Ein vatikanischer Prozess wegen angeblichen sexuellen Missbrauchs im Präseminar S. Pius X., das sich damals auf vatikanischem Gelände befand, hatte das Pech, ungefähr zur selben Zeit stattzufinden wie der „Prozess des Jahrhunderts“, bei dem es um die Anklage wegen Finanzkriminalität gegen einen Kirchenfürsten, den italienischen Kardinal Angelo Becciu, und neun weitere Angeklagte ging. Die Menge der Berichterstattung stand in keinem Verhältnis zum tatsächlichen Wert der Geschichte.

Die Sendezeit und Spaltenanzahl, die die Nachrichtenagenturen den vatikanischen Prozessen widmen, ist begrenzt, und der Prozess, in dem ein Kardinal auf der Anklagebank sitzt, war dazu bestimmt, klar als Sieger hervorzugehen.

Dennoch ist die Tatsache, dass Pater Gabriele Martinelli, ein 32-jähriger Priester aus der norditalienischen Stadt Como, im Januar 2024 in der Berufung als erster Geistlicher überhaupt von einem päpstlichen Gericht wegen sexuellen Missbrauchs auf vatikanischem Gelände verurteilt wurde, an sich schon bedeutsam. Dass es bei der Verurteilung um Missbrauch ging, der begangen wurde, als Martinelli selbst Seminarist war, und zwar an einem (wenn auch jüngeren) Seminaristenkollegen, ist richtungsweisend.

Als Bonuspunkte wirft es auch Fragen über die Rolle von Kardinal Oscar Cantoni auf, dem Bischof von Como, der Diözese, die das Vorseminar finanzierte. Cantoni weihte Martinelli 2016, obwohl bereits Vorwürfe gegen ihn im Umlauf waren.

Vier:  Frociggine

Als Papst Franziskus im Jahr 2024 zum ersten Mal den Begriff „  frociaggine “ verwendete , ein italienischer Slang, der so viel wie „Schwuchtel“ bedeutet, geschah dies nicht ohne Grund: Es löste eine weltweite Sensation aus, wobei man im Wesentlichen zu dem Schluss kam, dass einem alternden Pontifex, dessen Muttersprache nicht Italienisch ist, einfach ein Versprecher unterlaufen sei. Die Schlussfolgerung der Medien schien zu sein, dass der Papst aus „Wer bin ich, dass ich urteilen sollte?“ einen Begriff, der als abwertend gegenüber Homosexuellen gilt, sicherlich nicht absichtlich verwenden würde.

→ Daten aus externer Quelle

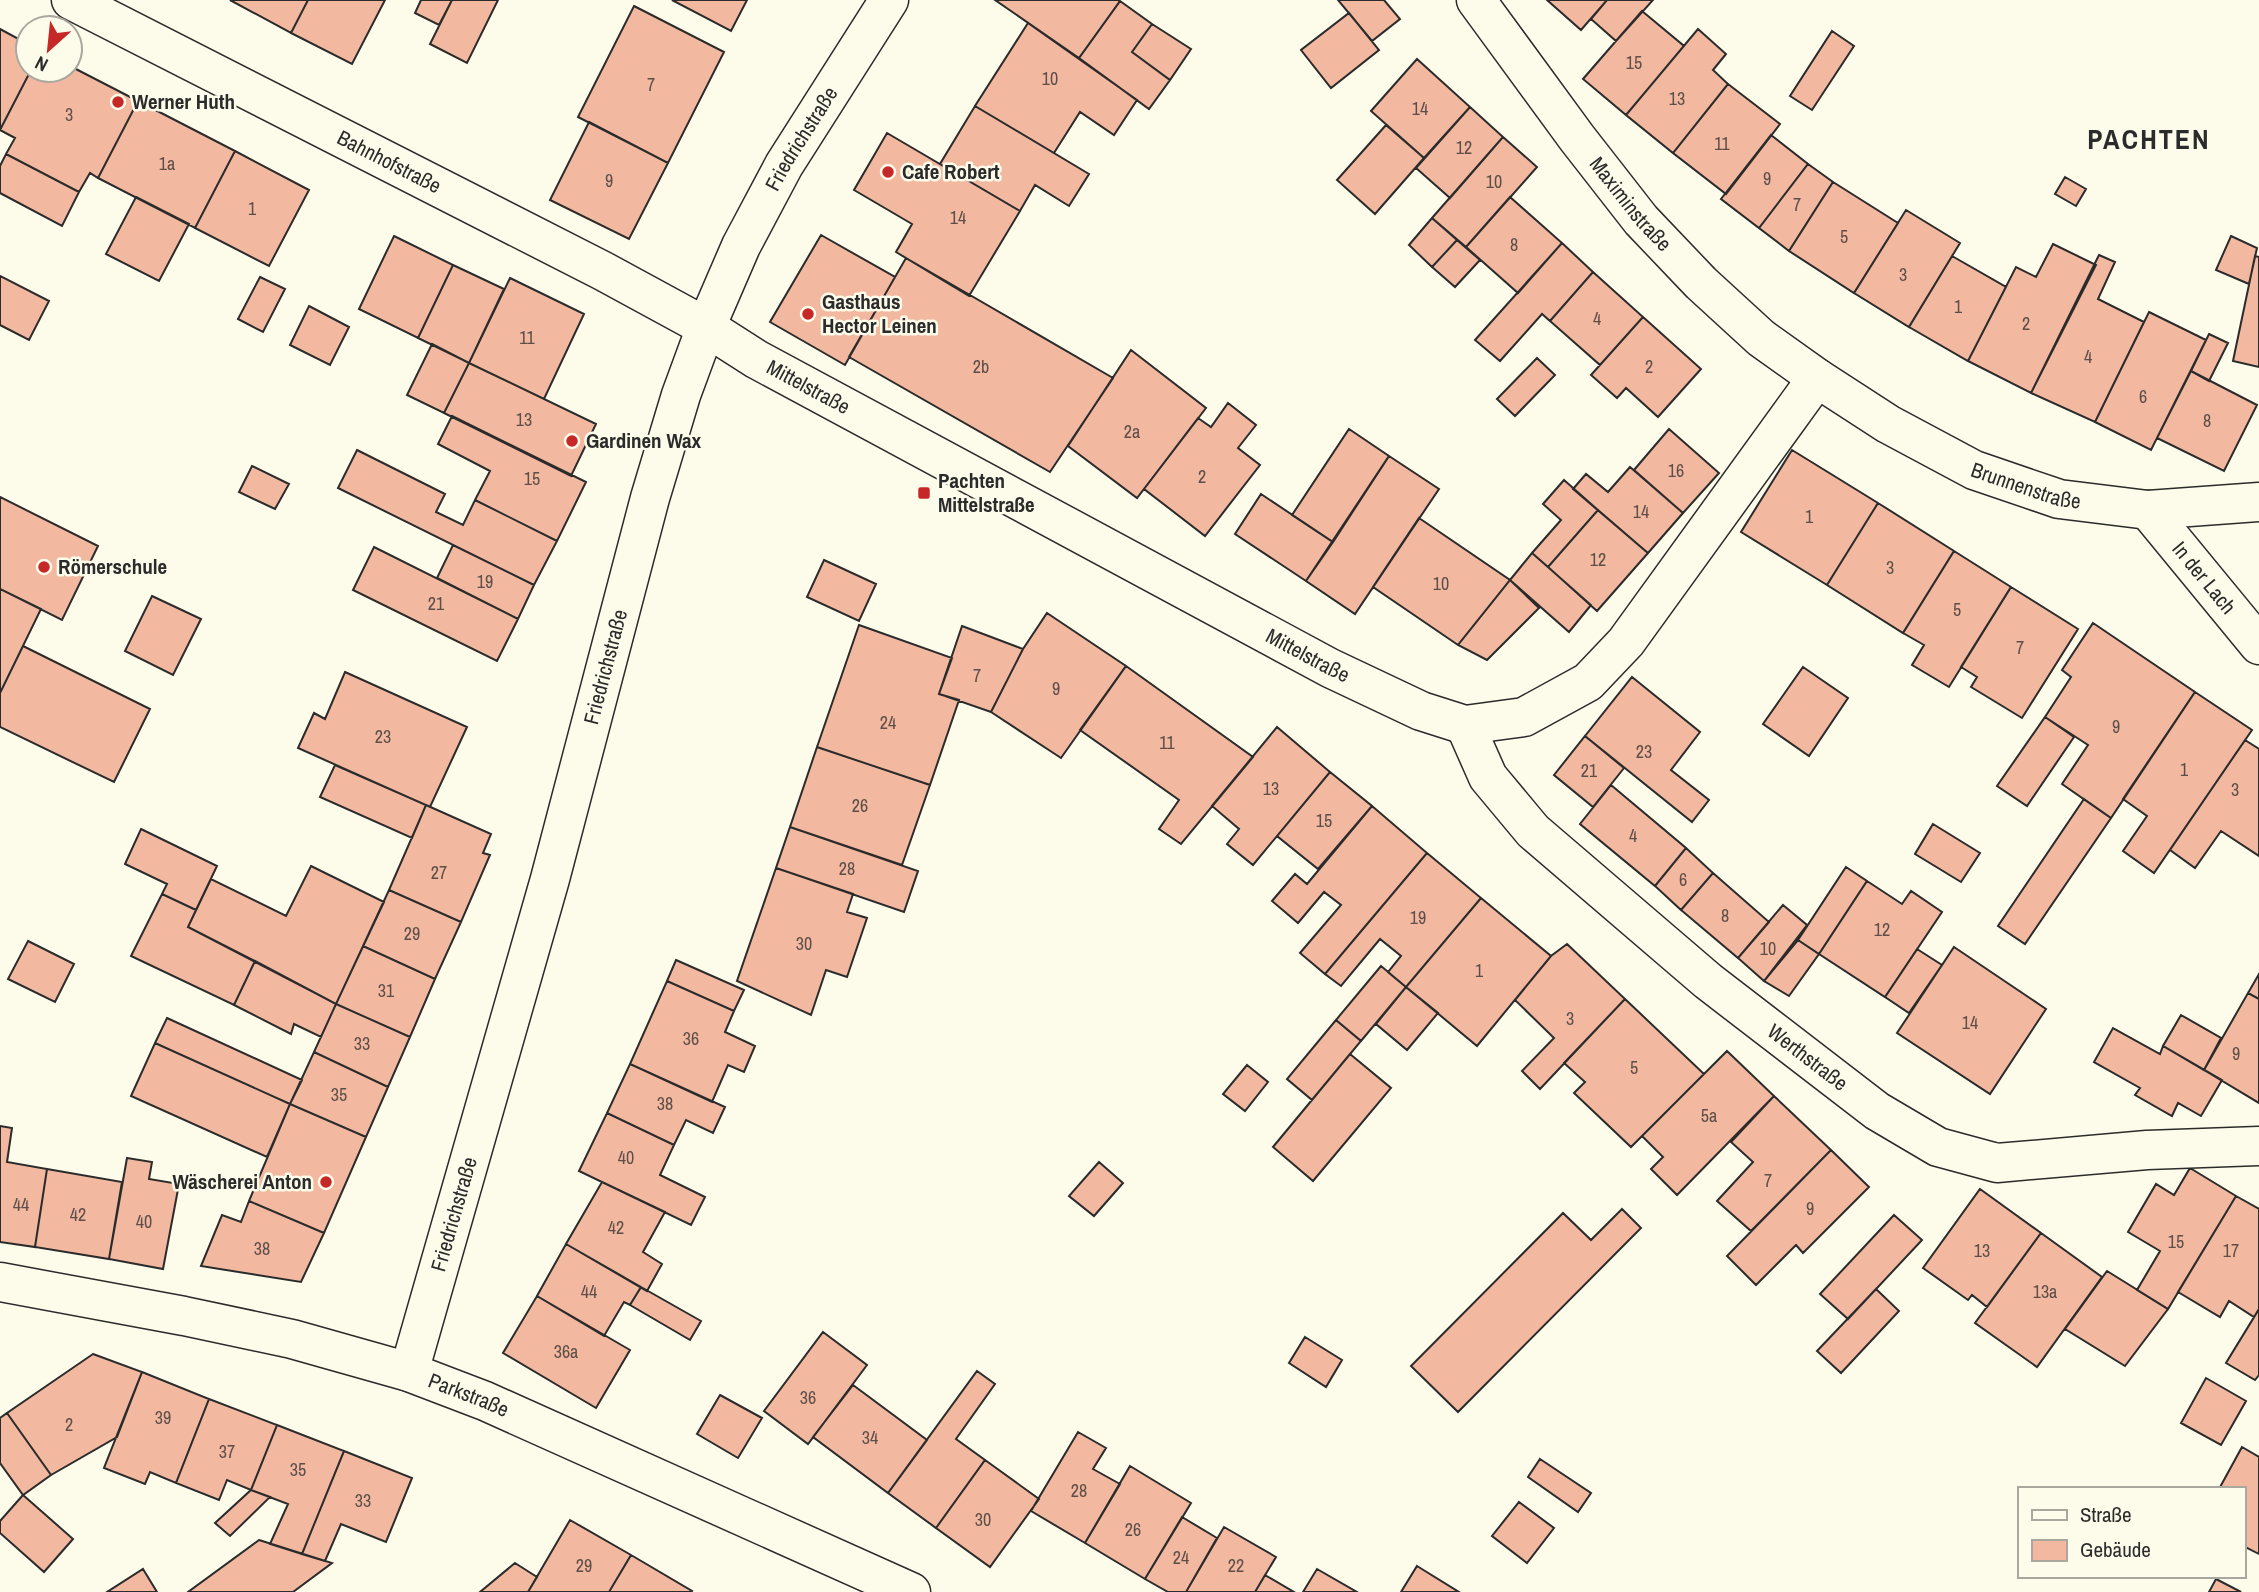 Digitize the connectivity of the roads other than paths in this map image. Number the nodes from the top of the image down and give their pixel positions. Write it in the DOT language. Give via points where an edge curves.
graph roads {
  1 [pos="71,0"];
  2 [pos="889,0"];
  3 [pos="1476,0"];
  4 [pos="706,327"];
  5 [pos="1817,378"];
  6 [pos="2259,502"];
  7 [pos="2148,510"];
  8 [pos="2259,645"];
  9 [pos="1465,725"];
  10 [pos="2259,1146"];
  11 [pos="0,1282"];
  12 [pos="409,1372"];
  13 [pos="911,1592"];
  1 -- 4 [label="street, Bahnhofstraße"];
  2 -- 4 [label="street, Friedrichstraße" via="784,165 741,246"];
  3 -- 5 [label="street, Maximinstraße" via="1641,220 1761,338"];
  4 -- 9 [label="street, Mittelstraße" via="756,359 1331,668 1421,711"];
  4 -- 12 [label="street, Friedrichstraße" via="650,498 550,879"];
  5 -- 7 [label="street, Brunnenstraße" via="1888,424 1974,470 2059,499"];
  5 -- 9 [label="street, Mittelstraße" via="1626,642 1588,681 1524,717"];
  6 -- 7 [label="street, Brunnenstraße"];
  7 -- 8 [label="street, In der Lach"];
  9 -- 10 [label="street, Werthstraße" via="1488,776 1533,831 1708,981 1877,1111 1938,1147 1997,1163"];
  11 -- 12 [label="street, Parkstraße" via="184,1315"];
  12 -- 13 [label="street, Parkstraße" via="485,1401"];
}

Als Papst Franziskus den Begriff nur einen Monat später zum zweiten Mal verwendete, erregte er bei weitem nicht die gleiche Aufmerksamkeit, und zwar aus dem einfachen Grund, dass er der Darstellung aus dem ersten Mal widersprach: Offensichtlich wusste Franziskus zu diesem Zeitpunkt bereits ganz genau, was der Begriff bedeutet, und dass er ihn nun ein zweites Mal in der Öffentlichkeit verwendete, beweist, dass es kein Zufall war.

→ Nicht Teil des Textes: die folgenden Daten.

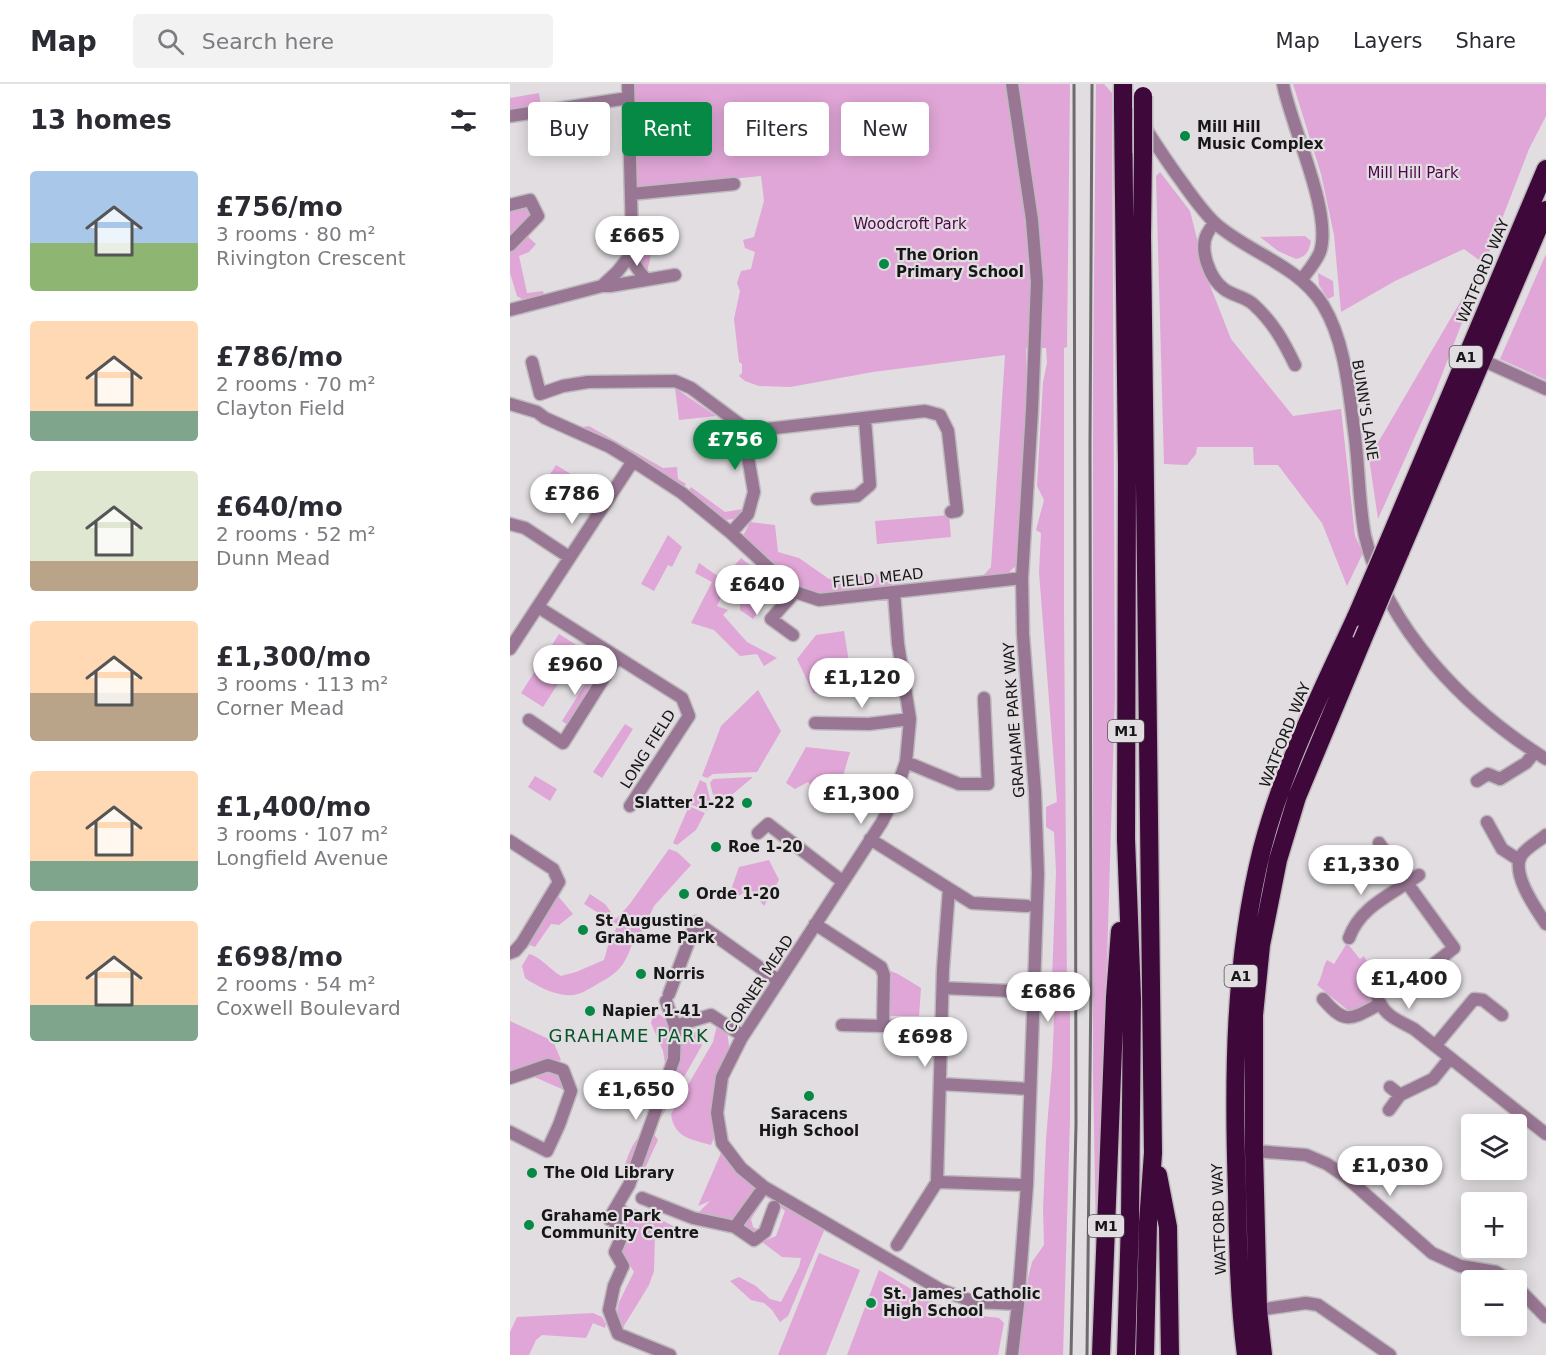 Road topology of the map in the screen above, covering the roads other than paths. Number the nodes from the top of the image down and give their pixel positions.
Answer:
1 (628, 84) edge
2 (1012, 84) edge
3 (1117, 84) edge
4 (1123, 84) edge
5 (1143, 84) edge
6 (1283, 84) edge
7 (628, 98) junction
8 (510, 116) edge
9 (1546, 169) edge
10 (734, 184) dead end
11 (631, 194) junction
12 (510, 204) edge
13 (1546, 210) edge
14 (1215, 223) junction
15 (510, 245) edge
16 (629, 257) junction
17 (675, 275) dead end
18 (1302, 279) junction
19 (645, 280) junction
20 (602, 286) junction
21 (510, 307) edge
22 (1482, 360) junction
23 (531, 362) dead end
24 (1295, 365) dead end
25 (1546, 388) edge
26 (510, 404) edge
27 (865, 419) junction
28 (749, 431) junction
29 (633, 460) junction
30 (817, 499) dead end
31 (951, 513) dead end
32 (510, 524) edge
33 (732, 533) junction
34 (1394, 548) junction
35 (569, 557) junction
36 (1022, 578) junction
37 (795, 592) junction
38 (894, 592) junction
39 (538, 607) junction
40 (514, 634) edge
41 (793, 635) dead end
42 (510, 649) edge
43 (617, 657) junction
44 (984, 698) dead end
45 (910, 719) junction
46 (529, 720) dead end
47 (815, 723) dead end
48 (1534, 752) junction
49 (1546, 759) edge
50 (906, 762) junction
51 (1477, 781) dead end
52 (630, 806) dead end
53 (1487, 822) dead end
54 (758, 833) dead end
55 (1546, 835) edge
56 (870, 839) junction
57 (1126, 839) junction
58 (510, 841) edge
59 (1379, 843) dead end
60 (1519, 860) junction
61 (1419, 875) dead end
62 (842, 881) junction
63 (1407, 883) junction
64 (949, 889) junction
65 (1027, 906) dead end
66 (815, 924) junction
67 (1546, 924) edge
68 (1349, 938) dead end
69 (516, 949) edge
70 (779, 981) junction
71 (943, 988) junction
72 (1035, 992) junction
73 (1323, 999) dead end
74 (1380, 1004) junction
75 (1502, 1015) dead end
76 (842, 1025) dead end
77 (675, 1026) junction
78 (883, 1026) junction
79 (942, 1027) junction
80 (744, 1036) junction
81 (1435, 1046) junction
82 (1450, 1058) junction
83 (510, 1078) edge
84 (940, 1083) junction
85 (1030, 1089) junction
86 (1389, 1110) dead end
87 (510, 1132) edge
88 (1546, 1134) edge
89 (1254, 1150) junction
90 (1153, 1153) junction
91 (938, 1182) junction
92 (1027, 1185) junction
93 (764, 1186) junction
94 (642, 1198) dead end
95 (616, 1207) junction
96 (774, 1207) dead end
97 (609, 1219) dead end
98 (735, 1227) junction
99 (897, 1245) dead end
100 (1484, 1270) edge
101 (1527, 1297) edge
102 (1018, 1304) junction
103 (1258, 1310) junction
104 (1546, 1317) edge
105 (641, 1349) edge
106 (670, 1355) edge
107 (1012, 1355) edge
108 (1101, 1355) edge
109 (1126, 1355) edge
110 (1145, 1355) edge
111 (1170, 1355) edge
112 (1246, 1355) edge
113 (1263, 1355) edge
114 (1390, 1355) edge

1 - 7 street
2 - 36 street, GRAHAME PARK WAY
3 - 14 street, BUNN'S LANE
4 - 57 highway, M1, bridge
5 - 90 highway, M1, bridge
6 - 18 street
7 - 8 street
7 - 11 street
9 - 34 highway, WATFORD WAY / A1
10 - 11 street
11 - 16 street
12 - 15 street
13 - 22 highway, WATFORD WAY / A1
14 - 18 street, BUNN'S LANE
14 - 24 street
16 - 19 street
16 - 20 street
17 - 19 street
18 - 48 street, BUNN'S LANE
19 - 20 street
20 - 21 street
22 - 25 street
22 - 34 highway, WATFORD WAY / A1
23 - 28 street
26 - 29 street, FIELD MEAD
27 - 28 street
27 - 30 street
27 - 31 street
28 - 33 street
29 - 33 street, FIELD MEAD
29 - 35 street
32 - 35 street
33 - 37 street, FIELD MEAD
34 - 89 highway, WATFORD WAY / A1, bridge
34 - 112 highway, WATFORD WAY / A1, bridge
35 - 39 street
36 - 38 street, FIELD MEAD
36 - 72 street, GRAHAME PARK WAY
37 - 38 street, FIELD MEAD
37 - 41 street
38 - 45 street, CORNER MEAD
39 - 40 street
39 - 43 street, LONG FIELD
40 - 42 street
43 - 46 street
43 - 52 street, LONG FIELD
44 - 50 street
45 - 47 street
45 - 50 street, CORNER MEAD
48 - 49 street, BUNN'S LANE
48 - 51 street
50 - 56 street, CORNER MEAD
53 - 60 street
54 - 62 street
55 - 60 street
56 - 62 street, CORNER MEAD
56 - 64 street
57 - 108 highway, M1
57 - 109 highway, M1
58 - 69 street
59 - 63 street
60 - 67 street
61 - 63 street
62 - 66 street, CORNER MEAD
63 - 68 street
63 - 74 street
64 - 65 street
64 - 71 street
66 - 70 street, CORNER MEAD
66 - 78 street
70 - 77 street
70 - 80 street, CORNER MEAD
71 - 72 street
71 - 79 street
72 - 85 street, GRAHAME PARK WAY
73 - 74 street
74 - 81 street
75 - 81 street
76 - 78 street
77 - 80 street
77 - 95 street
78 - 79 street
79 - 84 street
80 - 93 street, CORNER MEAD
81 - 82 street
82 - 86 street
82 - 88 street
83 - 87 street
84 - 85 street
84 - 91 street
85 - 92 street, GRAHAME PARK WAY
89 - 100 street
89 - 103 highway, WATFORD WAY / A1
90 - 110 highway, M1
90 - 111 highway, M1
91 - 92 street
91 - 99 street
92 - 102 street, GRAHAME PARK WAY
93 - 98 street
93 - 102 street, CORNER MEAD
94 - 98 street
95 - 97 street
95 - 105 street
96 - 98 street
101 - 104 street
102 - 107 street, GRAHAME PARK WAY
103 - 113 highway, WATFORD WAY / A1
103 - 114 street
105 - 106 street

Fazit: Dieser Papst ist offensichtlich davon überzeugt, dass es in der klerikalen Kultur ein ungesundes homosexuelles Element gibt, so sehr diese Behauptung auch seinem allgemein liberalen Ruf widersprechen mag (und daher weniger Aufmerksamkeit auf sich ziehen mag, als sie verdient).


Drittens: Arbeiterunruhen im Vatikan

Das vatikanische Gesetz erlaubt keine Streiks der Arbeiter, und man versteht, warum. Die Italiener lieben ihre  „Scioperi “ oder „Streiks“ so sehr, dass die Zeitungen tatsächlich Spalten haben, in denen steht, wer heute streikt. Wären Streiks im Hinterhof des Papstes erlaubt, hätte das Jahr 2024 möglicherweise einen neuen Rekord aufgestellt.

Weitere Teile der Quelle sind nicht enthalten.